Input for this task >>
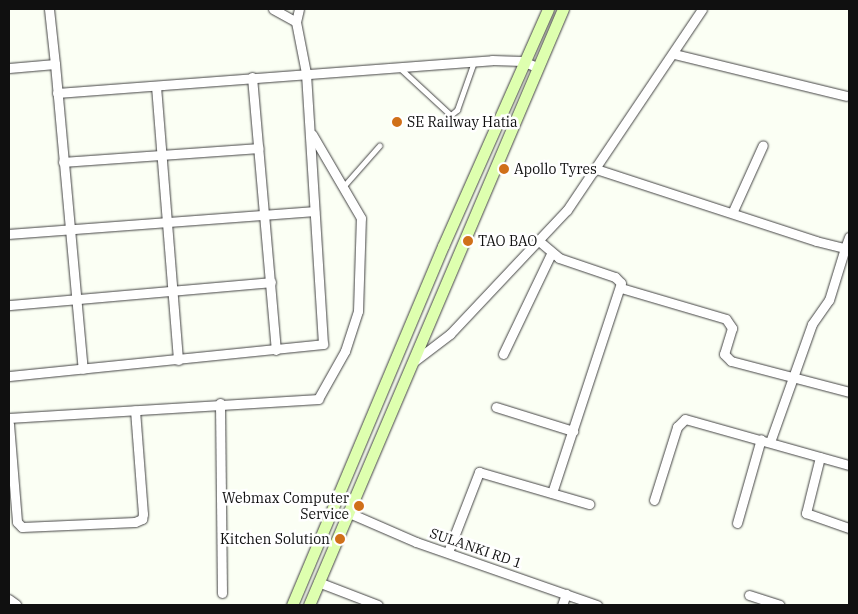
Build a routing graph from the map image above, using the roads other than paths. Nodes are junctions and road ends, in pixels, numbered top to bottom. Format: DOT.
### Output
graph roads {
  1 [pos="49,9"];
  2 [pos="273,9"];
  3 [pos="299,9"];
  4 [pos="548,9"];
  5 [pos="563,9"];
  6 [pos="702,9"];
  7 [pos="296,22"];
  8 [pos="674,54"];
  9 [pos="522,61"];
  10 [pos="474,62"];
  11 [pos="55,64"];
  12 [pos="400,66"];
  13 [pos="537,67"];
  14 [pos="9,68"];
  15 [pos="306,73"];
  16 [pos="252,77"];
  17 [pos="156,86"];
  18 [pos="57,93"];
  19 [pos="846,96"];
  20 [pos="311,133"];
  21 [pos="763,145"];
  22 [pos="379,146"];
  23 [pos="258,148"];
  24 [pos="162,154"];
  25 [pos="63,162"];
  26 [pos="596,169"];
  27 [pos="342,187"];
  28 [pos="314,211"];
  29 [pos="733,211"];
  30 [pos="266,215"];
  31 [pos="167,223"];
  32 [pos="68,229"];
  33 [pos="9,234"];
  34 [pos="849,237"];
  35 [pos="539,241"];
  36 [pos="845,248"];
  37 [pos="551,254"];
  38 [pos="271,282"];
  39 [pos="621,288"];
  40 [pos="172,292"];
  41 [pos="75,298"];
  42 [pos="9,305"];
  43 [pos="276,350"];
  44 [pos="504,354"];
  45 [pos="178,360"];
  46 [pos="408,366"];
  47 [pos="83,369"];
  48 [pos="9,376"];
  49 [pos="796,378"];
  50 [pos="849,392"];
  51 [pos="220,403"];
  52 [pos="496,407"];
  53 [pos="135,410"];
  54 [pos="9,418"];
  55 [pos="9,424"];
  56 [pos="573,431"];
  57 [pos="765,441"];
  58 [pos="820,457"];
  59 [pos="849,465"];
  60 [pos="552,493"];
  61 [pos="654,500"];
  62 [pos="589,504"];
  63 [pos="347,512"];
  64 [pos="737,523"];
  65 [pos="849,528"];
  66 [pos="448,552"];
  67 [pos="318,582"];
  68 [pos="222,594"];
  69 [pos="566,594"];
  70 [pos="749,595"];
  71 [pos="9,600"];
  72 [pos="16,605"];
  73 [pos="292,605"];
  74 [pos="309,605"];
  75 [pos="378,605"];
  76 [pos="562,605"];
  77 [pos="597,605"];
  78 [pos="779,605"];
  1 -- 11 [label="street"];
  2 -- 7 [label="street"];
  3 -- 7 [label="street"];
  4 -- 9 [label="main road"];
  5 -- 13 [label="main road"];
  6 -- 8 [label="street"];
  7 -- 15 [label="street"];
  8 -- 19 [label="street"];
  8 -- 26 [label="street"];
  9 -- 10 [label="street"];
  9 -- 13 [label="street"];
  9 -- 73 [label="main road"];
  10 -- 12 [label="street"];
  10 -- 12 [label="lane"];
  11 -- 14 [label="street"];
  11 -- 18 [label="street"];
  12 -- 15 [label="street"];
  13 -- 46 [label="main road"];
  15 -- 16 [label="street"];
  15 -- 20 [label="street"];
  16 -- 17 [label="street"];
  16 -- 23 [label="street"];
  17 -- 18 [label="street"];
  17 -- 24 [label="street"];
  18 -- 25 [label="street"];
  20 -- 27 [label="street"];
  20 -- 28 [label="street"];
  21 -- 29 [label="street"];
  22 -- 27 [label="lane"];
  23 -- 24 [label="street"];
  23 -- 30 [label="street"];
  24 -- 25 [label="street"];
  24 -- 31 [label="street"];
  25 -- 32 [label="street"];
  26 -- 29 [label="street"];
  26 -- 35 [label="street"];
  27 -- 51 [label="street"];
  28 -- 30 [label="street"];
  28 -- 43 [label="street"];
  29 -- 36 [label="street"];
  30 -- 31 [label="street"];
  30 -- 38 [label="street"];
  31 -- 32 [label="street"];
  31 -- 40 [label="street"];
  32 -- 33 [label="street"];
  32 -- 41 [label="street"];
  34 -- 36 [label="street"];
  35 -- 37 [label="street"];
  35 -- 46 [label="street"];
  36 -- 49 [label="street"];
  37 -- 39 [label="street"];
  37 -- 44 [label="street"];
  38 -- 40 [label="street"];
  38 -- 43 [label="street"];
  39 -- 49 [label="street"];
  39 -- 56 [label="street"];
  40 -- 41 [label="street"];
  40 -- 45 [label="street"];
  41 -- 42 [label="street"];
  41 -- 47 [label="street"];
  43 -- 45 [label="street"];
  45 -- 47 [label="street"];
  46 -- 63 [label="main road"];
  47 -- 48 [label="street"];
  49 -- 50 [label="street"];
  49 -- 57 [label="street"];
  51 -- 53 [label="street"];
  51 -- 68 [label="street"];
  52 -- 56 [label="street"];
  53 -- 54 [label="street"];
  53 -- 55 [label="street"];
  56 -- 60 [label="street"];
  57 -- 58 [label="street"];
  57 -- 61 [label="street"];
  57 -- 64 [label="street"];
  58 -- 59 [label="street"];
  58 -- 65 [label="street"];
  60 -- 62 [label="street"];
  60 -- 66 [label="street"];
  63 -- 66 [label="street, SULANKI RD 1"];
  63 -- 67 [label="main road"];
  66 -- 69 [label="street, SULANKI RD 1"];
  67 -- 74 [label="main road"];
  67 -- 75 [label="street"];
  69 -- 76 [label="street"];
  69 -- 77 [label="street, SULANKI RD 1"];
  70 -- 78 [label="street"];
  71 -- 72 [label="street"];
}
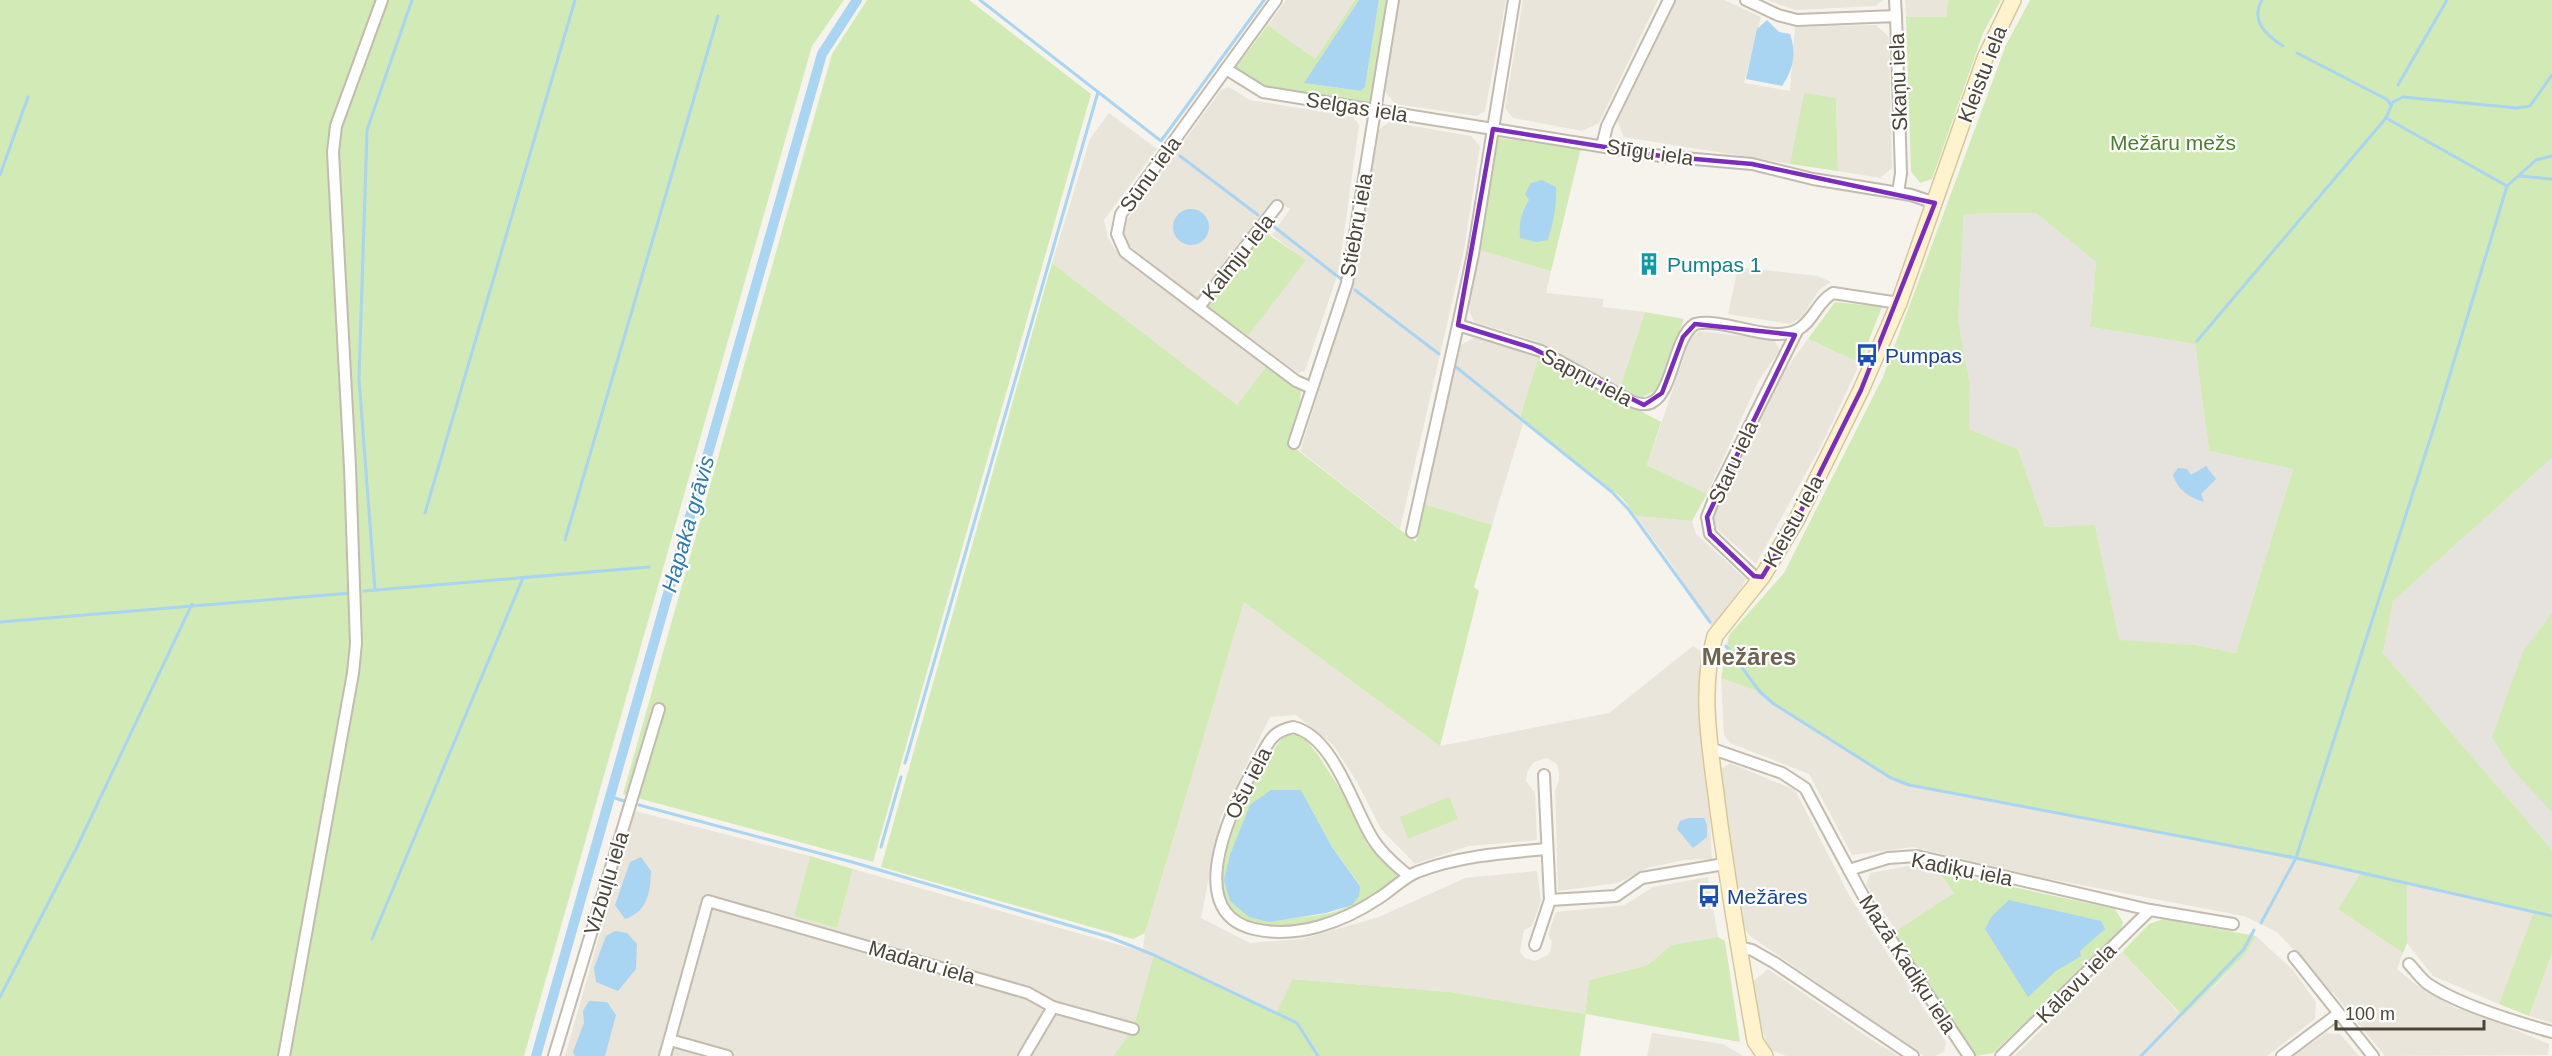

What you will do >> Please repeat every record above exactly, but leave out the pictures.

Reply >>
Build a routing graph from the map image above, using the roads other than paths. Nodes are junctions and road ends, in pixels, numbered top to bottom. Format: DOT.
### Output
graph roads {
  1 [pos="49,9"];
  2 [pos="273,9"];
  3 [pos="299,9"];
  4 [pos="548,9"];
  5 [pos="563,9"];
  6 [pos="702,9"];
  7 [pos="296,22"];
  8 [pos="674,54"];
  9 [pos="522,61"];
  10 [pos="474,62"];
  11 [pos="55,64"];
  12 [pos="400,66"];
  13 [pos="537,67"];
  14 [pos="9,68"];
  15 [pos="306,73"];
  16 [pos="252,77"];
  17 [pos="156,86"];
  18 [pos="57,93"];
  19 [pos="846,96"];
  20 [pos="311,133"];
  21 [pos="763,145"];
  22 [pos="379,146"];
  23 [pos="258,148"];
  24 [pos="162,154"];
  25 [pos="63,162"];
  26 [pos="596,169"];
  27 [pos="342,187"];
  28 [pos="314,211"];
  29 [pos="733,211"];
  30 [pos="266,215"];
  31 [pos="167,223"];
  32 [pos="68,229"];
  33 [pos="9,234"];
  34 [pos="849,237"];
  35 [pos="539,241"];
  36 [pos="845,248"];
  37 [pos="551,254"];
  38 [pos="271,282"];
  39 [pos="621,288"];
  40 [pos="172,292"];
  41 [pos="75,298"];
  42 [pos="9,305"];
  43 [pos="276,350"];
  44 [pos="504,354"];
  45 [pos="178,360"];
  46 [pos="408,366"];
  47 [pos="83,369"];
  48 [pos="9,376"];
  49 [pos="796,378"];
  50 [pos="849,392"];
  51 [pos="220,403"];
  52 [pos="496,407"];
  53 [pos="135,410"];
  54 [pos="9,418"];
  55 [pos="9,424"];
  56 [pos="573,431"];
  57 [pos="765,441"];
  58 [pos="820,457"];
  59 [pos="849,465"];
  60 [pos="552,493"];
  61 [pos="654,500"];
  62 [pos="589,504"];
  63 [pos="347,512"];
  64 [pos="737,523"];
  65 [pos="849,528"];
  66 [pos="448,552"];
  67 [pos="318,582"];
  68 [pos="222,594"];
  69 [pos="566,594"];
  70 [pos="749,595"];
  71 [pos="9,600"];
  72 [pos="16,605"];
  73 [pos="292,605"];
  74 [pos="309,605"];
  75 [pos="378,605"];
  76 [pos="562,605"];
  77 [pos="597,605"];
  78 [pos="779,605"];
  1 -- 11 [label="street"];
  2 -- 7 [label="street"];
  3 -- 7 [label="street"];
  4 -- 9 [label="main road"];
  5 -- 13 [label="main road"];
  6 -- 8 [label="street"];
  7 -- 15 [label="street"];
  8 -- 19 [label="street"];
  8 -- 26 [label="street"];
  9 -- 10 [label="street"];
  9 -- 13 [label="street"];
  9 -- 73 [label="main road"];
  10 -- 12 [label="street"];
  10 -- 12 [label="lane"];
  11 -- 14 [label="street"];
  11 -- 18 [label="street"];
  12 -- 15 [label="street"];
  13 -- 46 [label="main road"];
  15 -- 16 [label="street"];
  15 -- 20 [label="street"];
  16 -- 17 [label="street"];
  16 -- 23 [label="street"];
  17 -- 18 [label="street"];
  17 -- 24 [label="street"];
  18 -- 25 [label="street"];
  20 -- 27 [label="street"];
  20 -- 28 [label="street"];
  21 -- 29 [label="street"];
  22 -- 27 [label="lane"];
  23 -- 24 [label="street"];
  23 -- 30 [label="street"];
  24 -- 25 [label="street"];
  24 -- 31 [label="street"];
  25 -- 32 [label="street"];
  26 -- 29 [label="street"];
  26 -- 35 [label="street"];
  27 -- 51 [label="street"];
  28 -- 30 [label="street"];
  28 -- 43 [label="street"];
  29 -- 36 [label="street"];
  30 -- 31 [label="street"];
  30 -- 38 [label="street"];
  31 -- 32 [label="street"];
  31 -- 40 [label="street"];
  32 -- 33 [label="street"];
  32 -- 41 [label="street"];
  34 -- 36 [label="street"];
  35 -- 37 [label="street"];
  35 -- 46 [label="street"];
  36 -- 49 [label="street"];
  37 -- 39 [label="street"];
  37 -- 44 [label="street"];
  38 -- 40 [label="street"];
  38 -- 43 [label="street"];
  39 -- 49 [label="street"];
  39 -- 56 [label="street"];
  40 -- 41 [label="street"];
  40 -- 45 [label="street"];
  41 -- 42 [label="street"];
  41 -- 47 [label="street"];
  43 -- 45 [label="street"];
  45 -- 47 [label="street"];
  46 -- 63 [label="main road"];
  47 -- 48 [label="street"];
  49 -- 50 [label="street"];
  49 -- 57 [label="street"];
  51 -- 53 [label="street"];
  51 -- 68 [label="street"];
  52 -- 56 [label="street"];
  53 -- 54 [label="street"];
  53 -- 55 [label="street"];
  56 -- 60 [label="street"];
  57 -- 58 [label="street"];
  57 -- 61 [label="street"];
  57 -- 64 [label="street"];
  58 -- 59 [label="street"];
  58 -- 65 [label="street"];
  60 -- 62 [label="street"];
  60 -- 66 [label="street"];
  63 -- 66 [label="street, SULANKI RD 1"];
  63 -- 67 [label="main road"];
  66 -- 69 [label="street, SULANKI RD 1"];
  67 -- 74 [label="main road"];
  67 -- 75 [label="street"];
  69 -- 76 [label="street"];
  69 -- 77 [label="street, SULANKI RD 1"];
  70 -- 78 [label="street"];
  71 -- 72 [label="street"];
}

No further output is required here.